═══ Data section ═══

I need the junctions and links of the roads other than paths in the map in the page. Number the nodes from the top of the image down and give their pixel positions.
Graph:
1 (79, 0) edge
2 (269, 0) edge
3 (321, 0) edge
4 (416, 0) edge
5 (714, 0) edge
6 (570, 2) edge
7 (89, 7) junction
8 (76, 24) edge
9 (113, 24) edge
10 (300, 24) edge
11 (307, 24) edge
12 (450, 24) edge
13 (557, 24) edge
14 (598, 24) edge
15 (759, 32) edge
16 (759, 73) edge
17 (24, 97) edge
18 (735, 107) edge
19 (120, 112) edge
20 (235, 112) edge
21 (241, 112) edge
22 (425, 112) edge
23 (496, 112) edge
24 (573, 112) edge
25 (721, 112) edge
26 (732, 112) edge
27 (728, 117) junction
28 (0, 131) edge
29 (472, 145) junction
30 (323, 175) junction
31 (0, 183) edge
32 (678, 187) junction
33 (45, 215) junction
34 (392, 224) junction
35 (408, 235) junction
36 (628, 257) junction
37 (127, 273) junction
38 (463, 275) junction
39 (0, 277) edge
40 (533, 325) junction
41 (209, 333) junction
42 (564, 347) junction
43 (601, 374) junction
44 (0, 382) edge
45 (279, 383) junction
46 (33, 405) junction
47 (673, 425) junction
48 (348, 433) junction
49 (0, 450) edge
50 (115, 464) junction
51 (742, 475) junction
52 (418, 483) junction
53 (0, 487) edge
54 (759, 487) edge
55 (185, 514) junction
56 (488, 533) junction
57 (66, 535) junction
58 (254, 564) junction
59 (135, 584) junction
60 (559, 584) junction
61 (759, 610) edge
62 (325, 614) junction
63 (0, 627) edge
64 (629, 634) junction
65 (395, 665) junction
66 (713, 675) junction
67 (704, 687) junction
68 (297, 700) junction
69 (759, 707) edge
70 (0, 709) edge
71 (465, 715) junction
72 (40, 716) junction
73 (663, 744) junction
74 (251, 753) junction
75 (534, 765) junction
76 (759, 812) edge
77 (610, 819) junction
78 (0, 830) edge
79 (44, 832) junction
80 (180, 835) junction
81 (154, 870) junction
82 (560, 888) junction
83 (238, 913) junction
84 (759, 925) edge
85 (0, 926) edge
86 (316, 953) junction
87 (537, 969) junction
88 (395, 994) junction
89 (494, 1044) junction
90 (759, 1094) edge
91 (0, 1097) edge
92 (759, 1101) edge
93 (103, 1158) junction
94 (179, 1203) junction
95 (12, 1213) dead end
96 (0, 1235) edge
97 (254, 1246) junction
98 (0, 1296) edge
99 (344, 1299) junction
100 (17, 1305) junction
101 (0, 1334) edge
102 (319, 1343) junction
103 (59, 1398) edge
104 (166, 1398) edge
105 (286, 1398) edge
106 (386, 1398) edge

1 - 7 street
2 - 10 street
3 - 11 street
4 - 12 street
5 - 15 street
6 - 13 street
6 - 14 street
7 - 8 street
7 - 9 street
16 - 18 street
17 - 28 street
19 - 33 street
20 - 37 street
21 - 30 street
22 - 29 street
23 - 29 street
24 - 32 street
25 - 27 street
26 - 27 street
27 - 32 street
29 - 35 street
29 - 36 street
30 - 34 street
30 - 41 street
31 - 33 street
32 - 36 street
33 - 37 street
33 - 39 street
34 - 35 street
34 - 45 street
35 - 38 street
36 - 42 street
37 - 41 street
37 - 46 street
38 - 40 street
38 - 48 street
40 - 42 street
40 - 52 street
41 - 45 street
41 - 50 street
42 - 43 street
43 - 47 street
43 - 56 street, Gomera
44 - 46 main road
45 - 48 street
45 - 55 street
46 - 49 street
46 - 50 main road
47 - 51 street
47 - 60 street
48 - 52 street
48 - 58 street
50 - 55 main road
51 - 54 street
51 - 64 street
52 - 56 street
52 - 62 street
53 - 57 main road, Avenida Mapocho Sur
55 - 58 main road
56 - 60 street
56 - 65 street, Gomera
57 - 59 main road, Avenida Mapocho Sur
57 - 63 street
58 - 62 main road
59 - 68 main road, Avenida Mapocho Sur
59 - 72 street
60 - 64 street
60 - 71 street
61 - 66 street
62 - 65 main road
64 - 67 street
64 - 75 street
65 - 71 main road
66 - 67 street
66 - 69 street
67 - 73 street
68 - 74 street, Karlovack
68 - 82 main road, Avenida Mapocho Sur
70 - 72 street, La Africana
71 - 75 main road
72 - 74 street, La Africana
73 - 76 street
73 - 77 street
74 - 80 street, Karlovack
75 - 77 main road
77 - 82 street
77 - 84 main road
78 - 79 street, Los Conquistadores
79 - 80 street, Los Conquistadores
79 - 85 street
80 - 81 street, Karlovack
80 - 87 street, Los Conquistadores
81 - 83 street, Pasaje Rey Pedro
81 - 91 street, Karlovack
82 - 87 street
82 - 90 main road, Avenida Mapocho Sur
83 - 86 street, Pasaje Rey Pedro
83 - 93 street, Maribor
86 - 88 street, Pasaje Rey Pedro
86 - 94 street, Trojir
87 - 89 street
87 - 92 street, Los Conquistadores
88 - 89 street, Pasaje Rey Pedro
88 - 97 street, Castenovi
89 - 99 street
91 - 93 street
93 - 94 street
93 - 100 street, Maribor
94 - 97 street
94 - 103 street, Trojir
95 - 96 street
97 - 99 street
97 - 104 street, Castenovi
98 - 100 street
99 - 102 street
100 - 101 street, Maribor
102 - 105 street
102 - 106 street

═══

### Exercise
For the listing above, find how many lines hold the word "Karlovack". Only the number should be written.

### Task response
4